Saved data entries:
Start of Block

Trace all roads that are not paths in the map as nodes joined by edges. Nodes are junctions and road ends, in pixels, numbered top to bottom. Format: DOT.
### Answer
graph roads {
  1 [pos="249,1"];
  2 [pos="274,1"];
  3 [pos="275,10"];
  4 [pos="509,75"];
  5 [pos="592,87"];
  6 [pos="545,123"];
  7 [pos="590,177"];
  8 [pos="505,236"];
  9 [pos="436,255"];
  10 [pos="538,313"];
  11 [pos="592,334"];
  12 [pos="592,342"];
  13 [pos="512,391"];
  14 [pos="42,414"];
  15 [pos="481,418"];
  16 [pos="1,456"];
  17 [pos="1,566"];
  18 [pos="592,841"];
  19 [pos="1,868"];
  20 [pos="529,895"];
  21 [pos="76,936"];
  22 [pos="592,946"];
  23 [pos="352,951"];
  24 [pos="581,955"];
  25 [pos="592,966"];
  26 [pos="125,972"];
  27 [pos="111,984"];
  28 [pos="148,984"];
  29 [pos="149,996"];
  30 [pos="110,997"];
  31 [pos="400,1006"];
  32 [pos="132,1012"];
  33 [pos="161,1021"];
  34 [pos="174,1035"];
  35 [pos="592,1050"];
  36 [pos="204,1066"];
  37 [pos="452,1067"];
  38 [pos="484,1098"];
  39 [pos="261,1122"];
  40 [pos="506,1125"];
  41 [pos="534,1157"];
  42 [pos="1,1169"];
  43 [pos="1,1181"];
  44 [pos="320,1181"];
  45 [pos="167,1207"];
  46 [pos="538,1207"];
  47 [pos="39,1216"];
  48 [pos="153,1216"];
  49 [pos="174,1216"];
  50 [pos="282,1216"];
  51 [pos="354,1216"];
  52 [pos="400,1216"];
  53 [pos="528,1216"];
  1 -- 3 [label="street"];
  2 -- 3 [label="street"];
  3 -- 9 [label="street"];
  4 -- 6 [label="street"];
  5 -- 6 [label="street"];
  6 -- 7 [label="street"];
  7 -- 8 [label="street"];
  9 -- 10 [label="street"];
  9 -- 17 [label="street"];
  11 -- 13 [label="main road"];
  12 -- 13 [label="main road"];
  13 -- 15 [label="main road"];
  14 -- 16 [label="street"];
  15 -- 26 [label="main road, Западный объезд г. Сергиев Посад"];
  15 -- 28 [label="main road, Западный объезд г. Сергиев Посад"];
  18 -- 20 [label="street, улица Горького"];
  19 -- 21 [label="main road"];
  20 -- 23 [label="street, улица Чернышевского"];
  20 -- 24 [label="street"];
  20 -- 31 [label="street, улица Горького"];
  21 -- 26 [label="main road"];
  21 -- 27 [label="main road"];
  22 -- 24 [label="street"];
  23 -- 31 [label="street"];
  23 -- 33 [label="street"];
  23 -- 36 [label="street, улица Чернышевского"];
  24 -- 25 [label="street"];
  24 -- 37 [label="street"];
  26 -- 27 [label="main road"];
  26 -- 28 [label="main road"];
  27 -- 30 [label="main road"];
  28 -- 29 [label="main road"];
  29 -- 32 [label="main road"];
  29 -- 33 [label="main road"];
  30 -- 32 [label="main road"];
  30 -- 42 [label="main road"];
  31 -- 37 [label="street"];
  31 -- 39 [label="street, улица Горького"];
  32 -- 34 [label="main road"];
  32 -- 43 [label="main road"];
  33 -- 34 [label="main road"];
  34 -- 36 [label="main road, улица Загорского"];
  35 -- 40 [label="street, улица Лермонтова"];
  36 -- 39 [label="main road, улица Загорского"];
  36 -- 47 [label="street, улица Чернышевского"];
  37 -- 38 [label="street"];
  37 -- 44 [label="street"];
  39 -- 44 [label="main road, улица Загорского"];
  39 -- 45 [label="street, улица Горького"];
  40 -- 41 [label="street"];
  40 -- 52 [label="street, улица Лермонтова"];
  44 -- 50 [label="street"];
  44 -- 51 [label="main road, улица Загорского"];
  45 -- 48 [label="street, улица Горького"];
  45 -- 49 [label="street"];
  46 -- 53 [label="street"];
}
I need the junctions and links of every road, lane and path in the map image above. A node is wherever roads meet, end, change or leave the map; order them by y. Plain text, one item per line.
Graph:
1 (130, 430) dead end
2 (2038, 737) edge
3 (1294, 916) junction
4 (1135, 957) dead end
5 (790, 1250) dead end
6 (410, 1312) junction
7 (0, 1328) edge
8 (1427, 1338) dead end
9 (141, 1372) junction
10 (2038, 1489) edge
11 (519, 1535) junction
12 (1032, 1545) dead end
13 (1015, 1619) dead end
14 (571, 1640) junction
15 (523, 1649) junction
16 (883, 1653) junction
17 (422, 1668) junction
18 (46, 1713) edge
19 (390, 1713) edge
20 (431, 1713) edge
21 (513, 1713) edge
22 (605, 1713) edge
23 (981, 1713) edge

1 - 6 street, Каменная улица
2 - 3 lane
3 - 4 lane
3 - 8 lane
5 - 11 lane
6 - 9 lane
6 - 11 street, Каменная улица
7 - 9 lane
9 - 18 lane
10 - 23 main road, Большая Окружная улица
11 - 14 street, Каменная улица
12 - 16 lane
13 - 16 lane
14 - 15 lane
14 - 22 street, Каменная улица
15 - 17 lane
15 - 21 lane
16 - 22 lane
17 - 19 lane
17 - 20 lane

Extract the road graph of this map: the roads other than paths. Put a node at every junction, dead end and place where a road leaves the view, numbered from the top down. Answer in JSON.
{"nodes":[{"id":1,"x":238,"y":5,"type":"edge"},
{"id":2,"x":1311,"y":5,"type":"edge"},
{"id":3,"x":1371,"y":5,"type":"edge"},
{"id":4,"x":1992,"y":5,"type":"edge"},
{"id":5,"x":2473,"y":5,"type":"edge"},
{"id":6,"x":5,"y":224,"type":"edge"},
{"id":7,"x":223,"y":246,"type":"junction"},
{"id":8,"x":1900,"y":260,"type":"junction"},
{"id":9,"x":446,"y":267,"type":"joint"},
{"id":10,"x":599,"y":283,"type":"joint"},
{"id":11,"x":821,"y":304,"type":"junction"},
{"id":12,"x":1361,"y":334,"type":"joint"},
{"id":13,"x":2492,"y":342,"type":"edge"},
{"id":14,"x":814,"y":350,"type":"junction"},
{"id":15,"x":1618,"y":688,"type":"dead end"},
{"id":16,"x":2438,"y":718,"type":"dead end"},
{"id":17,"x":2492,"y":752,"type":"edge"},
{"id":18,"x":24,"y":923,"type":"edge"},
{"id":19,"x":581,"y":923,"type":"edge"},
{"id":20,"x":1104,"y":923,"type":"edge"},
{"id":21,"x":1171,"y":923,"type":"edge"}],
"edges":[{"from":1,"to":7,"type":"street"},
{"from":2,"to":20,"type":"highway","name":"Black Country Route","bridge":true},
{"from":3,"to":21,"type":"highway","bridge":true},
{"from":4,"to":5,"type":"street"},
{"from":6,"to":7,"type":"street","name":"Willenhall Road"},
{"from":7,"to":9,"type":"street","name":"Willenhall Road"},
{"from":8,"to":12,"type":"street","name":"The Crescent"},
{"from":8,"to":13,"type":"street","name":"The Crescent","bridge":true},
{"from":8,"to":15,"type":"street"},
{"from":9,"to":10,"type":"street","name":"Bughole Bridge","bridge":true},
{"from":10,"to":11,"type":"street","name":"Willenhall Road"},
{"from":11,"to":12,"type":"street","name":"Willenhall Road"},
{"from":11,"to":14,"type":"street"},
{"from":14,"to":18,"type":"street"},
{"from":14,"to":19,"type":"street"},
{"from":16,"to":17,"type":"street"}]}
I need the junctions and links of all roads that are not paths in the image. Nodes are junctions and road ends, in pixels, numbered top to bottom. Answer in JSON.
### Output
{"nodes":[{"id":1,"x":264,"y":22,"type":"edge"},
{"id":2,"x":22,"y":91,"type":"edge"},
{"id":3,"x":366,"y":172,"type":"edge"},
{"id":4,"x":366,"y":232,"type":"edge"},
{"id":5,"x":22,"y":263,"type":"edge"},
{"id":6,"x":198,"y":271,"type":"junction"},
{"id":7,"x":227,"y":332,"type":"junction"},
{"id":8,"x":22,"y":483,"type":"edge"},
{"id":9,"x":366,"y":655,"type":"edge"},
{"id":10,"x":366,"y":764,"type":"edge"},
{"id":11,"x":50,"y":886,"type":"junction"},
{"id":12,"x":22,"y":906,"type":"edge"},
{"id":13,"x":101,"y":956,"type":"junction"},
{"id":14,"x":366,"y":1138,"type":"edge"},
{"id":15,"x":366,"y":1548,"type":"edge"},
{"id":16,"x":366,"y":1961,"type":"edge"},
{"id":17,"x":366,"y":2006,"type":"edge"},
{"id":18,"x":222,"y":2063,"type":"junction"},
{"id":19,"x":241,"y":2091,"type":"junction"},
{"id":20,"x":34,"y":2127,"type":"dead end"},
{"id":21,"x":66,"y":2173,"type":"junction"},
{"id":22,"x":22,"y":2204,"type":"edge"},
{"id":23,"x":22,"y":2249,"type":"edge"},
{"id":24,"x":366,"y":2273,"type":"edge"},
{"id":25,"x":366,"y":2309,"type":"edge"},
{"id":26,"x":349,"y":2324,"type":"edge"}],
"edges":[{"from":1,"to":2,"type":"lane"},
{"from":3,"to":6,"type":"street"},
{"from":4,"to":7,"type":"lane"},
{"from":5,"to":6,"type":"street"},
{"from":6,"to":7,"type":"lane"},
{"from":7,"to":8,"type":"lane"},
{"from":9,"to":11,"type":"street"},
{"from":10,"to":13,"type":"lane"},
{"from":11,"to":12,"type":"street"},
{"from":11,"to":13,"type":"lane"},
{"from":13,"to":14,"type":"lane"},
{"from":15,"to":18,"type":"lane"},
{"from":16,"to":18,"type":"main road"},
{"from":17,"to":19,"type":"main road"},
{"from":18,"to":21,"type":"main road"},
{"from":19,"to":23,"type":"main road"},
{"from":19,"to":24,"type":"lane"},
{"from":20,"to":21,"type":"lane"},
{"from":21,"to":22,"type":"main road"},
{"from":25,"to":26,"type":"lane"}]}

End of Block

Instructions for the task
Output the lines above between the one holding "Extract the road" and the one holding "I need the junctions and links of all", inclusive, with nothing before or after them.

Written solution
Extract the road graph of this map: the roads other than paths. Put a node at every junction, dead end and place where a road leaves the view, numbered from the top down. Answer in JSON.
{"nodes":[{"id":1,"x":238,"y":5,"type":"edge"},
{"id":2,"x":1311,"y":5,"type":"edge"},
{"id":3,"x":1371,"y":5,"type":"edge"},
{"id":4,"x":1992,"y":5,"type":"edge"},
{"id":5,"x":2473,"y":5,"type":"edge"},
{"id":6,"x":5,"y":224,"type":"edge"},
{"id":7,"x":223,"y":246,"type":"junction"},
{"id":8,"x":1900,"y":260,"type":"junction"},
{"id":9,"x":446,"y":267,"type":"joint"},
{"id":10,"x":599,"y":283,"type":"joint"},
{"id":11,"x":821,"y":304,"type":"junction"},
{"id":12,"x":1361,"y":334,"type":"joint"},
{"id":13,"x":2492,"y":342,"type":"edge"},
{"id":14,"x":814,"y":350,"type":"junction"},
{"id":15,"x":1618,"y":688,"type":"dead end"},
{"id":16,"x":2438,"y":718,"type":"dead end"},
{"id":17,"x":2492,"y":752,"type":"edge"},
{"id":18,"x":24,"y":923,"type":"edge"},
{"id":19,"x":581,"y":923,"type":"edge"},
{"id":20,"x":1104,"y":923,"type":"edge"},
{"id":21,"x":1171,"y":923,"type":"edge"}],
"edges":[{"from":1,"to":7,"type":"street"},
{"from":2,"to":20,"type":"highway","name":"Black Country Route","bridge":true},
{"from":3,"to":21,"type":"highway","bridge":true},
{"from":4,"to":5,"type":"street"},
{"from":6,"to":7,"type":"street","name":"Willenhall Road"},
{"from":7,"to":9,"type":"street","name":"Willenhall Road"},
{"from":8,"to":12,"type":"street","name":"The Crescent"},
{"from":8,"to":13,"type":"street","name":"The Crescent","bridge":true},
{"from":8,"to":15,"type":"street"},
{"from":9,"to":10,"type":"street","name":"Bughole Bridge","bridge":true},
{"from":10,"to":11,"type":"street","name":"Willenhall Road"},
{"from":11,"to":12,"type":"street","name":"Willenhall Road"},
{"from":11,"to":14,"type":"street"},
{"from":14,"to":18,"type":"street"},
{"from":14,"to":19,"type":"street"},
{"from":16,"to":17,"type":"street"}]}
I need the junctions and links of all roads that are not paths in the image. Nodes are junctions and road ends, in pixels, numbered top to bottom. Answer in JSON.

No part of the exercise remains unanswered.